The old free press, fourth estate coverage and the soldier-level coverage was absent in the Gulf War. I have zero memories of any significant still photos out of the Gulf War, even though I susbscribed to the west coast's oldest, daily newspaper at that time.
this is a tough one. Like I said I see both sides. My first reaction is some things the public is better shielded from, and it keeps the politics and drama out of the way of the objective. The task at hand takes precedence over the photographing of it. My second is freedom of the press, and the right to information. so I am stuck in a paradox. I do think it is important to remember the photographer isn't the one taking responsibility for the casualty count and the engagement, so they clearly shouldn't over rule those trying to do a job as they are a bystander in the mix. There to catch or report the story not get in the way, they aren't responsible or liable for the bottom line of that story.

And I hate to state the obvious, but if you are running a bombing campaign you might have special forces on the ground for intel and target sighting but generally putting a photographer on the ground amidst air attacks for stills is kind of like leading him to his own suicide and throwing him under the bus. And it give one more person that as to be figured as a potential in the way casualty to worry about. A experienced war photographer would know how t embed and perhaps not be a liability, but I have no clue how they decide who gets sent for a photographer. Kind of like the one that died recently. I mean, if they get themselves into a situation where they are going to end up dead following a story should we have to be responsible for that and babysit them when they put themselves in that position? I can see why restricting them in certain cases is for the good of all involved including themselves? I think in the article it was stated he wasn't suppose to leave the vehicle. Probably because of the liability to himself and all around him? How many should they be allowed to put at risk to get that photo?

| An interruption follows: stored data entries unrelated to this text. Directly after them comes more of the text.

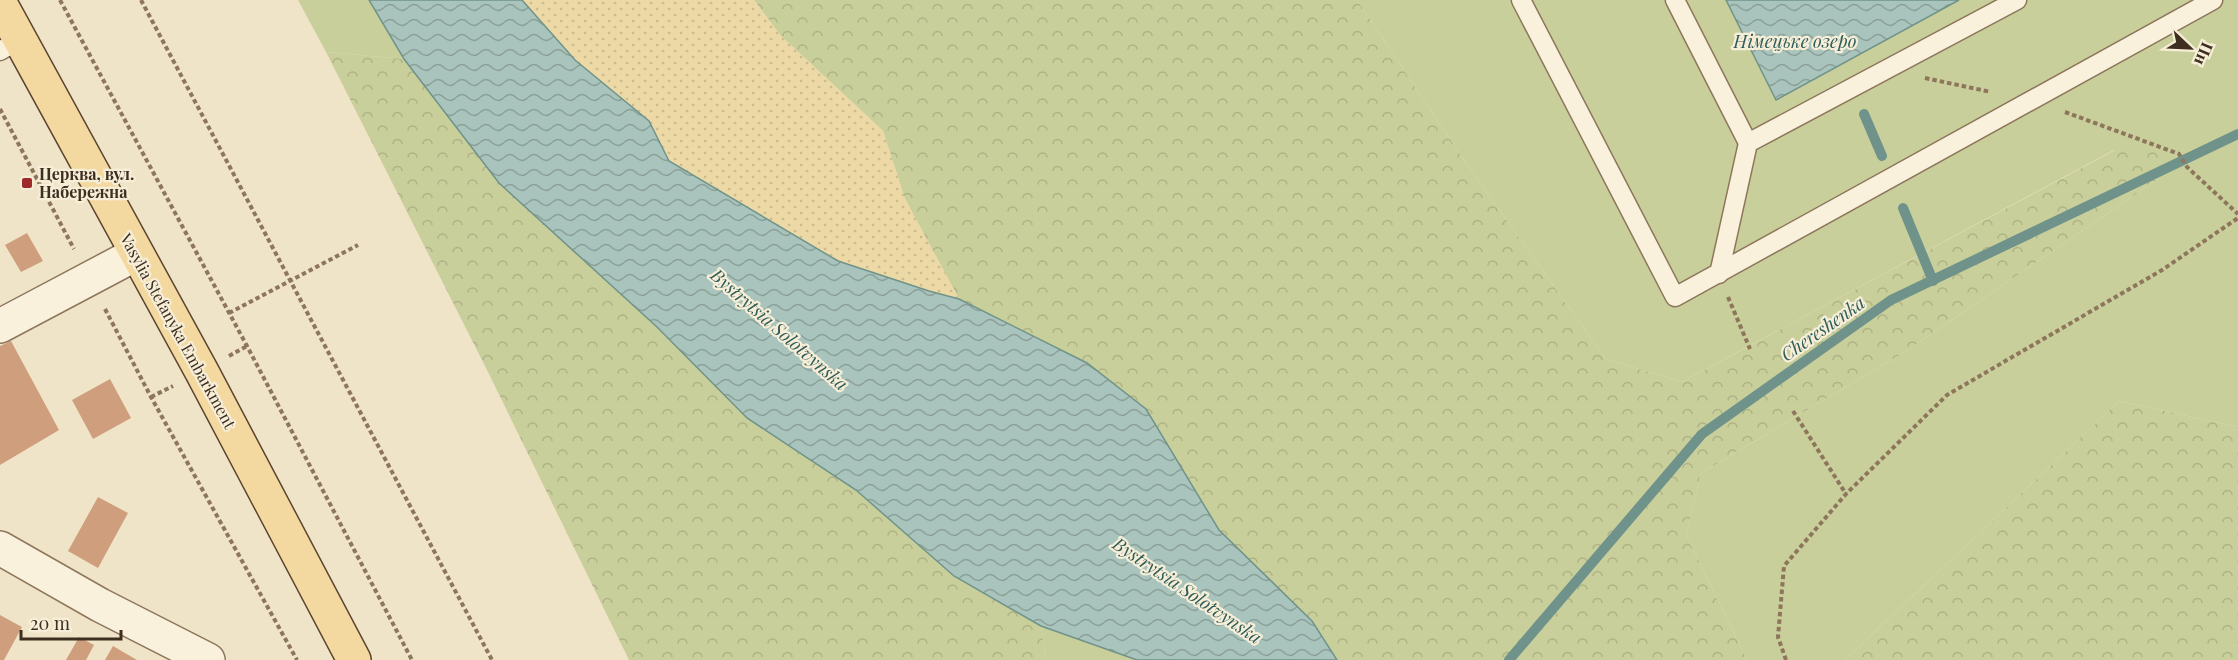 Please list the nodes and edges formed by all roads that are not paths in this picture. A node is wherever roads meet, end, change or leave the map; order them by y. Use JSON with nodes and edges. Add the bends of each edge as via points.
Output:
{"nodes":[{"id":1,"x":1521,"y":0,"type":"edge"},
{"id":2,"x":1675,"y":0,"type":"edge"},
{"id":3,"x":2017,"y":0,"type":"edge"},
{"id":4,"x":2213,"y":0,"type":"edge"},
{"id":5,"x":0,"y":3,"type":"edge"},
{"id":6,"x":10,"y":46,"type":"edge"},
{"id":7,"x":1748,"y":143,"type":"junction"},
{"id":8,"x":136,"y":254,"type":"junction"},
{"id":9,"x":1719,"y":274,"type":"junction"},
{"id":10,"x":0,"y":326,"type":"edge"},
{"id":11,"x":0,"y":548,"type":"edge"},
{"id":12,"x":208,"y":660,"type":"edge"},
{"id":13,"x":354,"y":660,"type":"edge"}],
"edges":[{"from":1,"to":9,"type":"lane","via":[[1675,297]]},
{"from":2,"to":7,"type":"lane"},
{"from":3,"to":7,"type":"lane"},
{"from":4,"to":9,"type":"lane"},
{"from":5,"to":6,"type":"main road","name":"Vasylia Stefanyka Embarkment"},
{"from":6,"to":8,"type":"main road","name":"Vasylia Stefanyka Embarkment"},
{"from":7,"to":9,"type":"lane"},
{"from":8,"to":10,"type":"street"},
{"from":8,"to":13,"type":"main road","name":"Vasylia Stefanyka Embarkment"},
{"from":11,"to":12,"type":"street"}]}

I mean a photographer puts himself in harms way, captured and executed, shot, whatever people then give back lash over that when it could be his own doing? I don't know though, never even met a war photographer just thinking out loud if that image is worth it. Other instances I could see how it could be outright censorship without cause too so I see both sides.
Reporters and Photographers all volunteer to work in a war zone. Doing so, obviously dangerous, but it can also significantly help your career, especially in the electronic media. Unlike most 9-5 jobs, journalists become journalists because it's in their blood. Journalists have the desire and need to 'report'. The bigger the story ... the bigger the report.

Prior to an operation a journalist/photojournalist will be briefed about the operation and when and where you can go in and report. But once the firing starts, you're pretty much on your own, as nobody has the time or inclination to care if a reporter/photographer get blown away or not. Seasoned war correspondents understands all this, as well as they understand they are there to report the story ... not to become the story and they need to act responsibly.